━━━ INPUT ━━━
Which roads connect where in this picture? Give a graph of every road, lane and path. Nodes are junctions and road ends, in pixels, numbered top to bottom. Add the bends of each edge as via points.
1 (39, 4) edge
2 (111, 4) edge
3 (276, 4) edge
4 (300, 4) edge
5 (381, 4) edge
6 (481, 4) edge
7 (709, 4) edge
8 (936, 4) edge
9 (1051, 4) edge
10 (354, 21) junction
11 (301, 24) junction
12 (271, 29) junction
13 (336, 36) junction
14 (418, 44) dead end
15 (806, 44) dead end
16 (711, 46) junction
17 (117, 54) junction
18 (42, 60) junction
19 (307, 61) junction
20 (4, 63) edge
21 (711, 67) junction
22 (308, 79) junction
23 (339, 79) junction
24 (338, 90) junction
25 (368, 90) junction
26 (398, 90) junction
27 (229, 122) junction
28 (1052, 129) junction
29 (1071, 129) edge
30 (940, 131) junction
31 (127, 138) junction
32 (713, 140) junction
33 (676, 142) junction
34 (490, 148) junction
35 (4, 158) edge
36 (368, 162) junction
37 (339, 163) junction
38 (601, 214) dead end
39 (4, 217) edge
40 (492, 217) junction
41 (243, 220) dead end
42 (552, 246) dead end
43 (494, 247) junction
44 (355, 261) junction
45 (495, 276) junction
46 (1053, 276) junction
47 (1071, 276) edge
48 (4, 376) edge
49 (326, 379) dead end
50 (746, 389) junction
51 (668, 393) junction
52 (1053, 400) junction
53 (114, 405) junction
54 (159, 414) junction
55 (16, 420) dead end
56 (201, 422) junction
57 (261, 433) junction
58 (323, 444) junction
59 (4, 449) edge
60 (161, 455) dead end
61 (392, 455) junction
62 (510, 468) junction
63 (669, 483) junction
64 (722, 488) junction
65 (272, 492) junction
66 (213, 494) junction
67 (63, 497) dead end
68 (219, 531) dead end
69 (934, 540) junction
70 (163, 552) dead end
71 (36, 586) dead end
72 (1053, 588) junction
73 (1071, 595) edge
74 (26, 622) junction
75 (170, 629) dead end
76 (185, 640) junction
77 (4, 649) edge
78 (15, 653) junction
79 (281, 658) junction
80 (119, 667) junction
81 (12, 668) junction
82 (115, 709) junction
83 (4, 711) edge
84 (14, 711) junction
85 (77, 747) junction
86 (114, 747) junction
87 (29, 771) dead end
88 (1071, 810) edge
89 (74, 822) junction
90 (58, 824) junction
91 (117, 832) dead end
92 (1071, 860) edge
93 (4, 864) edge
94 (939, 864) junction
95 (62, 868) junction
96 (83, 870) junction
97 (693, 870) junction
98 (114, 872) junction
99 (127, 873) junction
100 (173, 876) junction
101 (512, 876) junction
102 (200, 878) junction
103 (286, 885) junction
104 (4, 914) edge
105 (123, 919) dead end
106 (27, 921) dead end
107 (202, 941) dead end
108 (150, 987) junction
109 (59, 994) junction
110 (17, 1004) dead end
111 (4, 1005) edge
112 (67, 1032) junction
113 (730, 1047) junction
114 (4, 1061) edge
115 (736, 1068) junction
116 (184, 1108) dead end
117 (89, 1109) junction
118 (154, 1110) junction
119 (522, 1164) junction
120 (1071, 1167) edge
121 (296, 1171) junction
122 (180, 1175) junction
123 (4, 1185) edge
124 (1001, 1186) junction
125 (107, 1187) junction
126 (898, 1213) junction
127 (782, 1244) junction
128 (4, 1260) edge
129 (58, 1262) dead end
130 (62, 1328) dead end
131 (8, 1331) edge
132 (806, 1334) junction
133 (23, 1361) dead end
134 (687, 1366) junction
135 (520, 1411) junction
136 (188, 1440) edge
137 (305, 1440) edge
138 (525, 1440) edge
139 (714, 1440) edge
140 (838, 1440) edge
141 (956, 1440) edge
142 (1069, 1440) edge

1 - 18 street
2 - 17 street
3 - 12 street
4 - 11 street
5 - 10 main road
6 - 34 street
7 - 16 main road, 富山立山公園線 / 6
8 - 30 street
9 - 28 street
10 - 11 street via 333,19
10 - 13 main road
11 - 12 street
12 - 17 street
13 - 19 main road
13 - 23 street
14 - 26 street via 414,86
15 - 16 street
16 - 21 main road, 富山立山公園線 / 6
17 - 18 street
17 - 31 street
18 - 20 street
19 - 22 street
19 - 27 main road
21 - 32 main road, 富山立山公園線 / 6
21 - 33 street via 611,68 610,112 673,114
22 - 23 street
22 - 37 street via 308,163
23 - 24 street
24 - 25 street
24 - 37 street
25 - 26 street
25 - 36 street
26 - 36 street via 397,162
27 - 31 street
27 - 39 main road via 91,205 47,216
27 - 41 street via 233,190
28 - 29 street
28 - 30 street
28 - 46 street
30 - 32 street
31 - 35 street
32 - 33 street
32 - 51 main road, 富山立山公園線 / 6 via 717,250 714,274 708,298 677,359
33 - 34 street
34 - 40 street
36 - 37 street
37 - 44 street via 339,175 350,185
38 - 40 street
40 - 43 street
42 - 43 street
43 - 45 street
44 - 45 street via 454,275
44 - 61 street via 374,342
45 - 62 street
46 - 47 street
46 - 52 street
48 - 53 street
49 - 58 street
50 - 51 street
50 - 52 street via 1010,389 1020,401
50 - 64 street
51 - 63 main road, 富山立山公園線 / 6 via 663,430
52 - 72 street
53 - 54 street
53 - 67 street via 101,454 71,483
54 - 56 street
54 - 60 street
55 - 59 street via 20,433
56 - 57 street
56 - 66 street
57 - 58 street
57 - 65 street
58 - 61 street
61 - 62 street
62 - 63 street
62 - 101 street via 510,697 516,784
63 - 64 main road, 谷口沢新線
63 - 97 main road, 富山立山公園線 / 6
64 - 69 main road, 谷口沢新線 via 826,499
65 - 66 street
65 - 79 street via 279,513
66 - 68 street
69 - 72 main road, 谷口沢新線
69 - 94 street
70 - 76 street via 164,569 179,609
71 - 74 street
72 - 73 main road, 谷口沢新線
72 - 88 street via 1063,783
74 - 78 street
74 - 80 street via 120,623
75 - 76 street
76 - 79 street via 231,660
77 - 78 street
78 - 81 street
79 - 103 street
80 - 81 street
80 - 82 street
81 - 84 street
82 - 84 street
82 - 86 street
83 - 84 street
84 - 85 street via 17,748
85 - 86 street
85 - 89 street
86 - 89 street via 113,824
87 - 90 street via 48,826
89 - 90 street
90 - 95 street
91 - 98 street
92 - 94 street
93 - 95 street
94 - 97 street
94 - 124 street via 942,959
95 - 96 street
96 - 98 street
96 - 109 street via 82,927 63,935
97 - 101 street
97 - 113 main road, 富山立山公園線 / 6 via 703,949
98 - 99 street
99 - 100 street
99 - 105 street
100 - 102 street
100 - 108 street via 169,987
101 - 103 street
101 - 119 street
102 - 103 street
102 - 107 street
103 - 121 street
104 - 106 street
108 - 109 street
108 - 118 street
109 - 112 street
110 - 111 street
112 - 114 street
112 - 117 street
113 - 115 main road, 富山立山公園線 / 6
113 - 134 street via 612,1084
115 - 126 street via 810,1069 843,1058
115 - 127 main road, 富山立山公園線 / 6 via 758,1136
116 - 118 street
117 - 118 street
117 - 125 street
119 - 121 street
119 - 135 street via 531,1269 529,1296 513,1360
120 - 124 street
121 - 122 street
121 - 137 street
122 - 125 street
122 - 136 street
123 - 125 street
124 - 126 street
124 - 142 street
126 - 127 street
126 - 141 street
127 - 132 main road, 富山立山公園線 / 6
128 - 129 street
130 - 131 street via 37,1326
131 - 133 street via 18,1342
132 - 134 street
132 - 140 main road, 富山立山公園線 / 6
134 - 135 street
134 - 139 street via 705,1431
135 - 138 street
━━━
REQUIRED ACTION: This task calls for every entry above to be transcribed exactly.

SOLUTION TO THIS TASK:
Which roads connect where in this picture? Give a graph of every road, lane and path. Nodes are junctions and road ends, in pixels, numbered top to bottom. Add the bends of each edge as via points.
1 (39, 4) edge
2 (111, 4) edge
3 (276, 4) edge
4 (300, 4) edge
5 (381, 4) edge
6 (481, 4) edge
7 (709, 4) edge
8 (936, 4) edge
9 (1051, 4) edge
10 (354, 21) junction
11 (301, 24) junction
12 (271, 29) junction
13 (336, 36) junction
14 (418, 44) dead end
15 (806, 44) dead end
16 (711, 46) junction
17 (117, 54) junction
18 (42, 60) junction
19 (307, 61) junction
20 (4, 63) edge
21 (711, 67) junction
22 (308, 79) junction
23 (339, 79) junction
24 (338, 90) junction
25 (368, 90) junction
26 (398, 90) junction
27 (229, 122) junction
28 (1052, 129) junction
29 (1071, 129) edge
30 (940, 131) junction
31 (127, 138) junction
32 (713, 140) junction
33 (676, 142) junction
34 (490, 148) junction
35 (4, 158) edge
36 (368, 162) junction
37 (339, 163) junction
38 (601, 214) dead end
39 (4, 217) edge
40 (492, 217) junction
41 (243, 220) dead end
42 (552, 246) dead end
43 (494, 247) junction
44 (355, 261) junction
45 (495, 276) junction
46 (1053, 276) junction
47 (1071, 276) edge
48 (4, 376) edge
49 (326, 379) dead end
50 (746, 389) junction
51 (668, 393) junction
52 (1053, 400) junction
53 (114, 405) junction
54 (159, 414) junction
55 (16, 420) dead end
56 (201, 422) junction
57 (261, 433) junction
58 (323, 444) junction
59 (4, 449) edge
60 (161, 455) dead end
61 (392, 455) junction
62 (510, 468) junction
63 (669, 483) junction
64 (722, 488) junction
65 (272, 492) junction
66 (213, 494) junction
67 (63, 497) dead end
68 (219, 531) dead end
69 (934, 540) junction
70 (163, 552) dead end
71 (36, 586) dead end
72 (1053, 588) junction
73 (1071, 595) edge
74 (26, 622) junction
75 (170, 629) dead end
76 (185, 640) junction
77 (4, 649) edge
78 (15, 653) junction
79 (281, 658) junction
80 (119, 667) junction
81 (12, 668) junction
82 (115, 709) junction
83 (4, 711) edge
84 (14, 711) junction
85 (77, 747) junction
86 (114, 747) junction
87 (29, 771) dead end
88 (1071, 810) edge
89 (74, 822) junction
90 (58, 824) junction
91 (117, 832) dead end
92 (1071, 860) edge
93 (4, 864) edge
94 (939, 864) junction
95 (62, 868) junction
96 (83, 870) junction
97 (693, 870) junction
98 (114, 872) junction
99 (127, 873) junction
100 (173, 876) junction
101 (512, 876) junction
102 (200, 878) junction
103 (286, 885) junction
104 (4, 914) edge
105 (123, 919) dead end
106 (27, 921) dead end
107 (202, 941) dead end
108 (150, 987) junction
109 (59, 994) junction
110 (17, 1004) dead end
111 (4, 1005) edge
112 (67, 1032) junction
113 (730, 1047) junction
114 (4, 1061) edge
115 (736, 1068) junction
116 (184, 1108) dead end
117 (89, 1109) junction
118 (154, 1110) junction
119 (522, 1164) junction
120 (1071, 1167) edge
121 (296, 1171) junction
122 (180, 1175) junction
123 (4, 1185) edge
124 (1001, 1186) junction
125 (107, 1187) junction
126 (898, 1213) junction
127 (782, 1244) junction
128 (4, 1260) edge
129 (58, 1262) dead end
130 (62, 1328) dead end
131 (8, 1331) edge
132 (806, 1334) junction
133 (23, 1361) dead end
134 (687, 1366) junction
135 (520, 1411) junction
136 (188, 1440) edge
137 (305, 1440) edge
138 (525, 1440) edge
139 (714, 1440) edge
140 (838, 1440) edge
141 (956, 1440) edge
142 (1069, 1440) edge

1 - 18 street
2 - 17 street
3 - 12 street
4 - 11 street
5 - 10 main road
6 - 34 street
7 - 16 main road, 富山立山公園線 / 6
8 - 30 street
9 - 28 street
10 - 11 street via 333,19
10 - 13 main road
11 - 12 street
12 - 17 street
13 - 19 main road
13 - 23 street
14 - 26 street via 414,86
15 - 16 street
16 - 21 main road, 富山立山公園線 / 6
17 - 18 street
17 - 31 street
18 - 20 street
19 - 22 street
19 - 27 main road
21 - 32 main road, 富山立山公園線 / 6
21 - 33 street via 611,68 610,112 673,114
22 - 23 street
22 - 37 street via 308,163
23 - 24 street
24 - 25 street
24 - 37 street
25 - 26 street
25 - 36 street
26 - 36 street via 397,162
27 - 31 street
27 - 39 main road via 91,205 47,216
27 - 41 street via 233,190
28 - 29 street
28 - 30 street
28 - 46 street
30 - 32 street
31 - 35 street
32 - 33 street
32 - 51 main road, 富山立山公園線 / 6 via 717,250 714,274 708,298 677,359
33 - 34 street
34 - 40 street
36 - 37 street
37 - 44 street via 339,175 350,185
38 - 40 street
40 - 43 street
42 - 43 street
43 - 45 street
44 - 45 street via 454,275
44 - 61 street via 374,342
45 - 62 street
46 - 47 street
46 - 52 street
48 - 53 street
49 - 58 street
50 - 51 street
50 - 52 street via 1010,389 1020,401
50 - 64 street
51 - 63 main road, 富山立山公園線 / 6 via 663,430
52 - 72 street
53 - 54 street
53 - 67 street via 101,454 71,483
54 - 56 street
54 - 60 street
55 - 59 street via 20,433
56 - 57 street
56 - 66 street
57 - 58 street
57 - 65 street
58 - 61 street
61 - 62 street
62 - 63 street
62 - 101 street via 510,697 516,784
63 - 64 main road, 谷口沢新線
63 - 97 main road, 富山立山公園線 / 6
64 - 69 main road, 谷口沢新線 via 826,499
65 - 66 street
65 - 79 street via 279,513
66 - 68 street
69 - 72 main road, 谷口沢新線
69 - 94 street
70 - 76 street via 164,569 179,609
71 - 74 street
72 - 73 main road, 谷口沢新線
72 - 88 street via 1063,783
74 - 78 street
74 - 80 street via 120,623
75 - 76 street
76 - 79 street via 231,660
77 - 78 street
78 - 81 street
79 - 103 street
80 - 81 street
80 - 82 street
81 - 84 street
82 - 84 street
82 - 86 street
83 - 84 street
84 - 85 street via 17,748
85 - 86 street
85 - 89 street
86 - 89 street via 113,824
87 - 90 street via 48,826
89 - 90 street
90 - 95 street
91 - 98 street
92 - 94 street
93 - 95 street
94 - 97 street
94 - 124 street via 942,959
95 - 96 street
96 - 98 street
96 - 109 street via 82,927 63,935
97 - 101 street
97 - 113 main road, 富山立山公園線 / 6 via 703,949
98 - 99 street
99 - 100 street
99 - 105 street
100 - 102 street
100 - 108 street via 169,987
101 - 103 street
101 - 119 street
102 - 103 street
102 - 107 street
103 - 121 street
104 - 106 street
108 - 109 street
108 - 118 street
109 - 112 street
110 - 111 street
112 - 114 street
112 - 117 street
113 - 115 main road, 富山立山公園線 / 6
113 - 134 street via 612,1084
115 - 126 street via 810,1069 843,1058
115 - 127 main road, 富山立山公園線 / 6 via 758,1136
116 - 118 street
117 - 118 street
117 - 125 street
119 - 121 street
119 - 135 street via 531,1269 529,1296 513,1360
120 - 124 street
121 - 122 street
121 - 137 street
122 - 125 street
122 - 136 street
123 - 125 street
124 - 126 street
124 - 142 street
126 - 127 street
126 - 141 street
127 - 132 main road, 富山立山公園線 / 6
128 - 129 street
130 - 131 street via 37,1326
131 - 133 street via 18,1342
132 - 134 street
132 - 140 main road, 富山立山公園線 / 6
134 - 135 street
134 - 139 street via 705,1431
135 - 138 street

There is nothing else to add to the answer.